WHAT IS REQUIRED: This exercise requires an exact copy of each line from the one containing "thumb ip: (1249, 889)" down to the last line below.

Start of INFORMATION SHOWN

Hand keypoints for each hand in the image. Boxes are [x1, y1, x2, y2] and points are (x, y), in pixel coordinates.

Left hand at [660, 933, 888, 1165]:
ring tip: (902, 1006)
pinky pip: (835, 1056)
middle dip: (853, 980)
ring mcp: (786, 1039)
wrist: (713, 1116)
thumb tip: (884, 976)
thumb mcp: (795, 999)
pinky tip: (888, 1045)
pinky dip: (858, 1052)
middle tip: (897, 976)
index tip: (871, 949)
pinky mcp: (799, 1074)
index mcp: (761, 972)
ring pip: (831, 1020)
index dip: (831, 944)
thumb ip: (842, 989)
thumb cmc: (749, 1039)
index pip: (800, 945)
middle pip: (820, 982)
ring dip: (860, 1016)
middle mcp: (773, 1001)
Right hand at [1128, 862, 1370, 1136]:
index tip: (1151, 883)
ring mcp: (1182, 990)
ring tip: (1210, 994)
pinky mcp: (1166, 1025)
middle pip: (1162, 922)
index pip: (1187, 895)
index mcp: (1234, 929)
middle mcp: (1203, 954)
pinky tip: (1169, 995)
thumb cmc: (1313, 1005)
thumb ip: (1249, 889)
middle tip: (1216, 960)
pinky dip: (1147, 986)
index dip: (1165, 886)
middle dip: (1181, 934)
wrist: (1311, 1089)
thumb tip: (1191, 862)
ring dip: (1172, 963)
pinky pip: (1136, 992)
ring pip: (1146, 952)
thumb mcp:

End of INFORMATION SHOWN

TASK OUTPUT:
thumb ip: (1249, 889)
middle tip: (1216, 960)
pinky dip: (1147, 986)
index dip: (1165, 886)
middle dip: (1181, 934)
wrist: (1311, 1089)
thumb tip: (1191, 862)
ring dip: (1172, 963)
pinky pip: (1136, 992)
ring pip: (1146, 952)
thumb mcp:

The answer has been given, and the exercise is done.